Packrafting has become a fad. It’s not an especially robust one, being like backpacking fundamentally unglamorous, but it is out there. Like all fads, market penetration has been high. You, as an experienced ultralight backpacker, have no doubt seen the videos and read the blog entries.
History of Packrafting
Modern packrafting was born in Alaska, where big rivers cannot be crossed any other way. It has blossomed uneasily in the lower 48, where the reach of roads, trails, and the bridges associated with each blunts the necessity of little rubber boats. There are routes to be done in the lower 48 where a packraft is essential, and even more where having a raft is faster than walking the same miles along the parallel trail. But these options are few, and even fewer outside the high water of spring and early summer. For an ultralight backpacker, packrafting will only occasionally prove to be the fastest option, especially given that contemporary packrafting gear will add between 6 and 10 pounds to the pack: 3-6 pounds for a proper raft, 2 pounds for a good paddle, a pound or a bit less for a PFD, and often a pound or so in extra clothing.
Packrafting is a Wilderness Experience
You, the seasoned ultralight backpacker, should consider packrafting because miles walked in a day and in a trip is but one semi-coherent way to measure the worth of a hike. And packrafting allows you to see new things in new ways.

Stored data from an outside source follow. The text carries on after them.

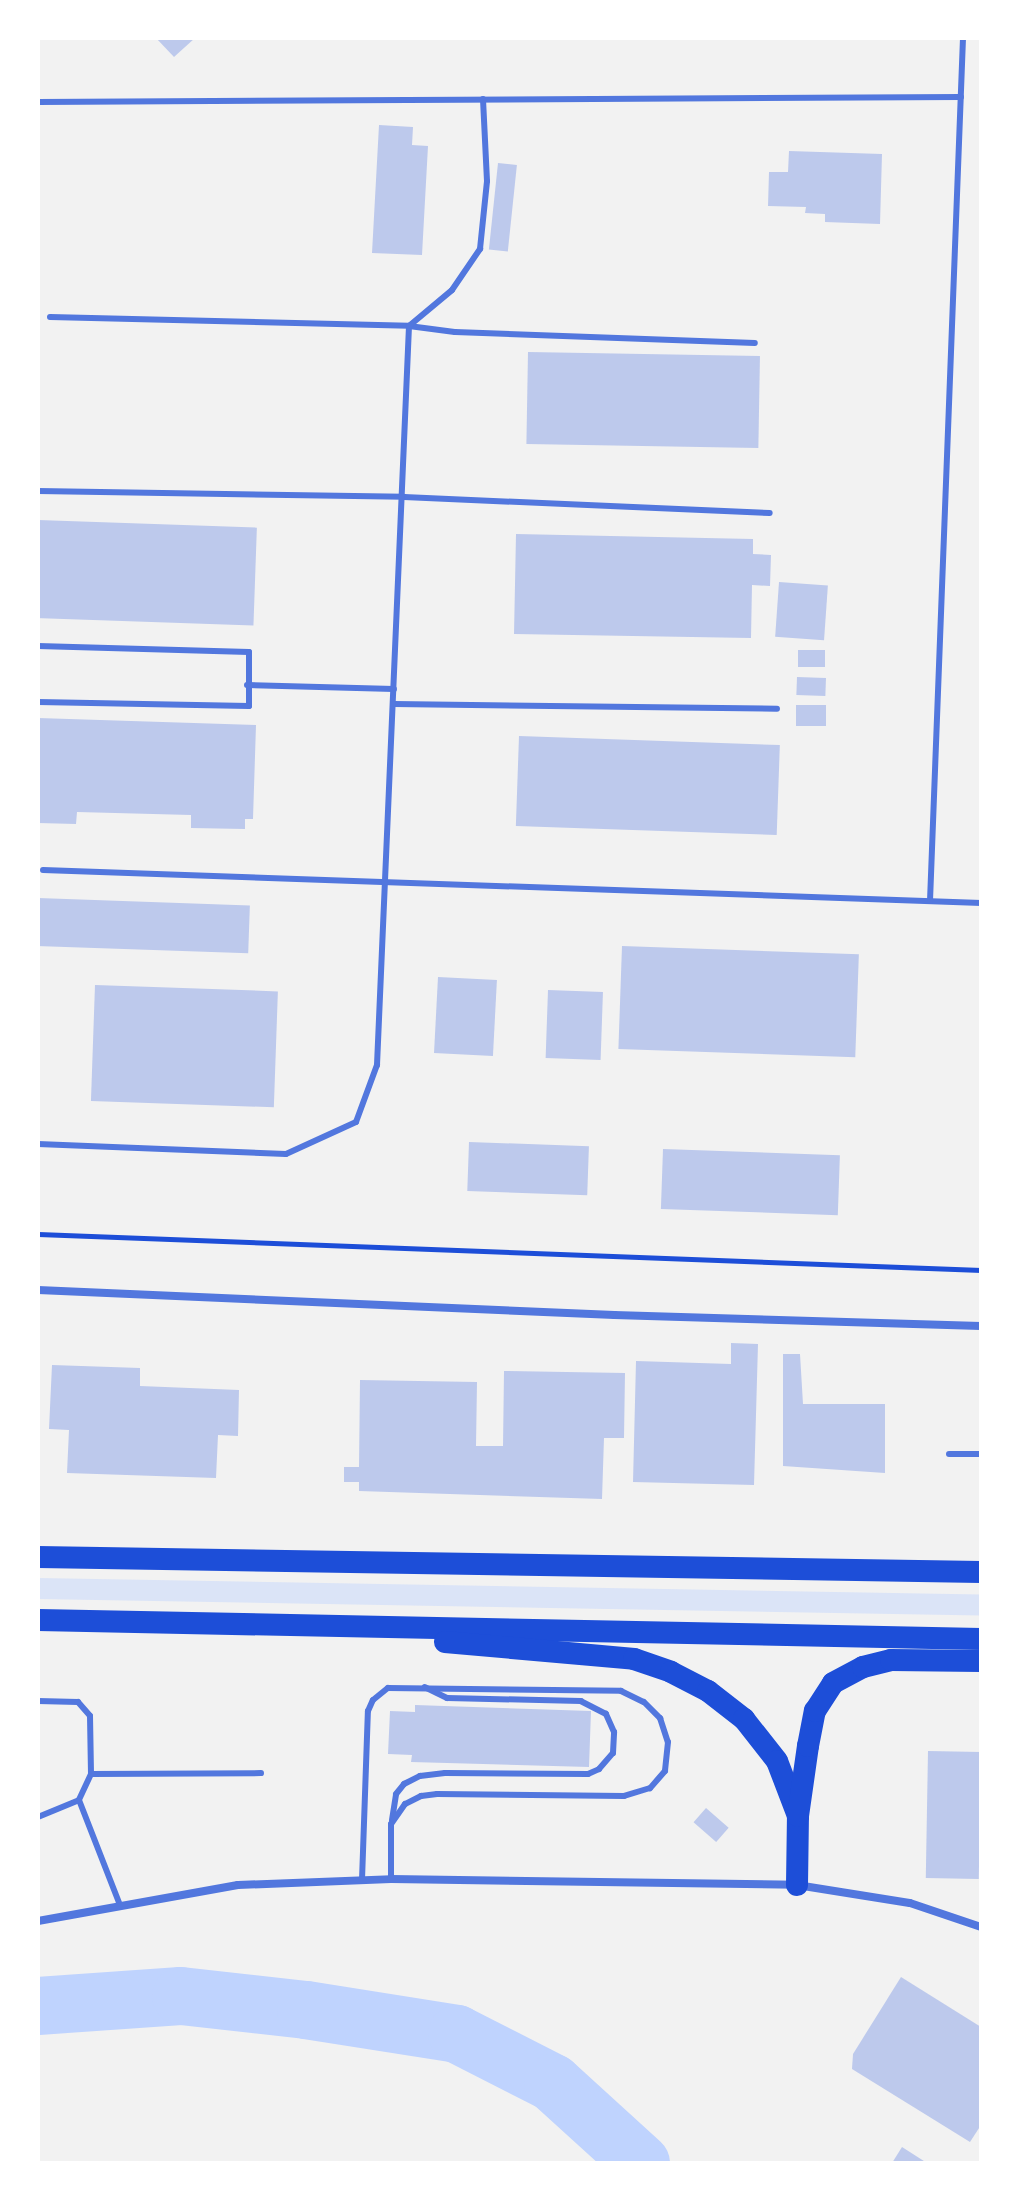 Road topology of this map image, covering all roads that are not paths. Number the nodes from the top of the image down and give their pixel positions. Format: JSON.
{"nodes":[{"id":1,"x":963,"y":38,"type":"edge"},
{"id":2,"x":961,"y":97,"type":"junction"},
{"id":3,"x":483,"y":99,"type":"junction"},
{"id":4,"x":38,"y":102,"type":"edge"},
{"id":5,"x":50,"y":317,"type":"dead end"},
{"id":6,"x":409,"y":326,"type":"junction"},
{"id":7,"x":755,"y":343,"type":"dead end"},
{"id":8,"x":38,"y":491,"type":"edge"},
{"id":9,"x":404,"y":497,"type":"junction"},
{"id":10,"x":770,"y":513,"type":"dead end"},
{"id":11,"x":38,"y":646,"type":"edge"},
{"id":12,"x":247,"y":685,"type":"junction"},
{"id":13,"x":394,"y":689,"type":"junction"},
{"id":14,"x":38,"y":702,"type":"edge"},
{"id":15,"x":394,"y":704,"type":"junction"},
{"id":16,"x":777,"y":709,"type":"dead end"},
{"id":17,"x":43,"y":870,"type":"dead end"},
{"id":18,"x":385,"y":884,"type":"junction"},
{"id":19,"x":930,"y":901,"type":"junction"},
{"id":20,"x":981,"y":903,"type":"edge"},
{"id":21,"x":38,"y":1144,"type":"edge"},
{"id":22,"x":38,"y":1290,"type":"edge"},
{"id":23,"x":981,"y":1326,"type":"edge"},
{"id":24,"x":949,"y":1454,"type":"dead end"},
{"id":25,"x":981,"y":1454,"type":"edge"},
{"id":26,"x":38,"y":1555,"type":"edge"},
{"id":27,"x":981,"y":1572,"type":"edge"},
{"id":28,"x":38,"y":1620,"type":"edge"},
{"id":29,"x":135,"y":1622,"type":"junction"},
{"id":30,"x":261,"y":1625,"type":"junction"},
{"id":31,"x":38,"y":1629,"type":"edge"},
{"id":32,"x":981,"y":1639,"type":"edge"},
{"id":33,"x":981,"y":1661,"type":"edge"},
{"id":34,"x":422,"y":1686,"type":"junction"},
{"id":35,"x":38,"y":1701,"type":"edge"},
{"id":36,"x":261,"y":1773,"type":"dead end"},
{"id":37,"x":91,"y":1774,"type":"junction"},
{"id":38,"x":79,"y":1800,"type":"junction"},
{"id":39,"x":798,"y":1816,"type":"junction"},
{"id":40,"x":38,"y":1817,"type":"edge"},
{"id":41,"x":391,"y":1824,"type":"junction"},
{"id":42,"x":391,"y":1879,"type":"junction"},
{"id":43,"x":362,"y":1880,"type":"junction"},
{"id":44,"x":797,"y":1885,"type":"junction"},
{"id":45,"x":120,"y":1905,"type":"junction"},
{"id":46,"x":38,"y":1921,"type":"edge"},
{"id":47,"x":981,"y":1927,"type":"edge"}],
"edges":[{"from":1,"to":2,"type":"lane"},
{"from":2,"to":3,"type":"lane"},
{"from":2,"to":19,"type":"lane"},
{"from":3,"to":4,"type":"lane"},
{"from":3,"to":6,"type":"lane"},
{"from":5,"to":6,"type":"lane"},
{"from":6,"to":7,"type":"lane"},
{"from":6,"to":9,"type":"lane"},
{"from":8,"to":9,"type":"lane"},
{"from":9,"to":10,"type":"lane"},
{"from":9,"to":13,"type":"lane"},
{"from":11,"to":12,"type":"lane"},
{"from":12,"to":13,"type":"lane"},
{"from":12,"to":14,"type":"lane"},
{"from":13,"to":15,"type":"lane"},
{"from":15,"to":16,"type":"lane"},
{"from":15,"to":18,"type":"lane"},
{"from":17,"to":18,"type":"lane"},
{"from":18,"to":19,"type":"lane"},
{"from":18,"to":21,"type":"lane"},
{"from":19,"to":20,"type":"lane"},
{"from":22,"to":23,"type":"street"},
{"from":24,"to":25,"type":"lane"},
{"from":26,"to":27,"type":"highway"},
{"from":28,"to":29,"type":"highway"},
{"from":29,"to":30,"type":"highway"},
{"from":29,"to":31,"type":"highway"},
{"from":30,"to":32,"type":"highway"},
{"from":30,"to":39,"type":"highway"},
{"from":33,"to":39,"type":"highway"},
{"from":34,"to":41,"type":"lane"},
{"from":34,"to":41,"type":"lane"},
{"from":34,"to":43,"type":"lane"},
{"from":35,"to":37,"type":"lane"},
{"from":36,"to":37,"type":"lane"},
{"from":37,"to":38,"type":"lane"},
{"from":38,"to":40,"type":"lane"},
{"from":38,"to":45,"type":"lane"},
{"from":39,"to":44,"type":"highway"},
{"from":41,"to":42,"type":"lane"},
{"from":42,"to":43,"type":"street"},
{"from":42,"to":44,"type":"street"},
{"from":43,"to":45,"type":"street"},
{"from":44,"to":47,"type":"street"},
{"from":45,"to":46,"type":"street"}]}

All of the best wilderness rivers in the lower 48 have trails nearby. Most of those trails wind through forests with perhaps intermittent views on the hills and mountains around them. All of these trails were built by humans, shaped by standards of human convenience in the wilderness. Rivers flow downhill to the ocean, carving a path according to the inscrutable, detached terms of erosion. Humans can learn much by traveling on such terms.
Packrafting for Beginners
At the moment Alpacka packrafts are the only game in town. Other packrafts exist, but they are either too fragile for moving water use in a wilderness setting, or too heavy. Aspiring packrafters would do well to start by renting an Alpacka from one of the numerous online agencies. Backpackers with a reasonable amount of moving water experience in either canoes, kayaks or rafts will find packrafts exceedingly easy to paddle. If you have experience ferrying, catching eddies, and reading water renting a boat and learning on location during a backcountry trip is a reasonable proposition. For beginning boaters, spending the extra cash to rent a boat and practice close to home is wise. Read up a bit, on packrafting in particular and mild whitewater in general, rent your raft, and take a three day weekend for learning. Spend the first day on a lake and slow river, getting used to handling and deep water re-entries, and the second and third days on an easy overnight trip.

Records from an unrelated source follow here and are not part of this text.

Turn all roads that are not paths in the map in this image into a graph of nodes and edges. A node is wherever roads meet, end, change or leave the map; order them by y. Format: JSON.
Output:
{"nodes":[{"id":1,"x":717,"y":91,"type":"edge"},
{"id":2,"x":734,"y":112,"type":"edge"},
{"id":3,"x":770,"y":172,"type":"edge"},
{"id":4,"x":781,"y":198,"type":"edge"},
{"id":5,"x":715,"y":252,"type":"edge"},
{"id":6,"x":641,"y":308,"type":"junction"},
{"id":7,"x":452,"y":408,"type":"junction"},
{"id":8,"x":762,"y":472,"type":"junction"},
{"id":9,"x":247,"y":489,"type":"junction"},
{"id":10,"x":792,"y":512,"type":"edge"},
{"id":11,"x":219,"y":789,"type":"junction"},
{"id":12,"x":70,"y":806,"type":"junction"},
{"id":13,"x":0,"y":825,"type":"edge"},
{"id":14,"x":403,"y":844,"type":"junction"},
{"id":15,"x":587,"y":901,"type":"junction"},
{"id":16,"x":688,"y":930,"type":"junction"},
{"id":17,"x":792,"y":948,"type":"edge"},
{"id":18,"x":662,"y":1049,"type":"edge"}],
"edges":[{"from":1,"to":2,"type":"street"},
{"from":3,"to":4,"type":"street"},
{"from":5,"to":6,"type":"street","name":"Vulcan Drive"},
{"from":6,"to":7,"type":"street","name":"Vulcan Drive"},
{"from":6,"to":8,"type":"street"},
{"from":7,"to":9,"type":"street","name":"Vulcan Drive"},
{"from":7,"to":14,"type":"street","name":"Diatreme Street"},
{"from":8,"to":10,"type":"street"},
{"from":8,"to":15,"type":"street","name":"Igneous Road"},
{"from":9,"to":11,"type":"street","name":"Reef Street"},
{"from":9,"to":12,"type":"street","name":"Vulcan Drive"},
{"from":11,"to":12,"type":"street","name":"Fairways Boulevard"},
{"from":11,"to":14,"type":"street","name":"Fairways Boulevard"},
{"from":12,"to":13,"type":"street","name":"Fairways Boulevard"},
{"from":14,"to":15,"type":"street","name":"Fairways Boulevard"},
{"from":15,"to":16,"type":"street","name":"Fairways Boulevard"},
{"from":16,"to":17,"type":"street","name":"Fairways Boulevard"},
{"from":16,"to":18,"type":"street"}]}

Local packrafting trips can provide surprisingly interesting experiences. Even rivers through major urban and agricultural areas can feel quite isolated from the rhythms of the world around them. Dedicated backpackers will inevitably want to experience a true wilderness packraft, and in the lower 48 no river provides a better beginner experience than the South Fork of the Flathead in Montana. The South Fork is unique because it provides consecutive days of moderate wilderness floating. The river itself is gorgeous, and the nearby hiking almost as good. Opportunities for loops which combine both abound.
Packrafting the South Fork is best in July and early August, when flows at the Twin Creek gauge are between 5000 and 1500 cfs. Much later risks excessively low water in the upper reaches, and high water in June can be intimidating. May floats can be excellent but cold, and require snow travel in the high passes.

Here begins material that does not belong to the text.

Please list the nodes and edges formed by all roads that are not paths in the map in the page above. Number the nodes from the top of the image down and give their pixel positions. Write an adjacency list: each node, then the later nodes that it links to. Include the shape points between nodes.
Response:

Logistics in the Bob are daunting for visitors and will be expensive. The best option is to either drive or fly into Great Falls and rent a car. Park at the Benchmark Trailhead west of Augusta, deep within the Bob complex. CDT hikers will recognize it as home to the Benchmark Wilderness Ranch. Hike over Stadler Pass down to Danaher Creek, inflate the boats, and put in. If you float all the way to the Spotted Bear River, there are 55 river miles ahead of you, interrupted only by the six mile portage around Meadow Creek gorge. This can easily be paddled in three days, but fishing, swimming, and side-hikes may well occupy many more. Several options exist going up the Spotted Bear drainage, to take hikers to either Spotted Bear or Larch Hill passes. The CDT can then be followed under the Chinese Wall and back to the trailhead, with more miles of moderate floating down the Sun River.
Experienced backpackers accustomed to 20-25 mile days can easily do this loop in a week, although 10 days is probably better. It provides all the quintessential benefits of wilderness packrafting; seeing a drainage evolve along its length, traveling close to the land, and making easy miles via current power. There’s not a good way to resupply, but no matter. You’ll only have to carry a full load for 15 miles until you put in, and by the time you’re back on your feet at Spotted Bear your food will be half gone.
If the South Fork doesn’t inspire you to seek out more options, than packrafting is just not for you.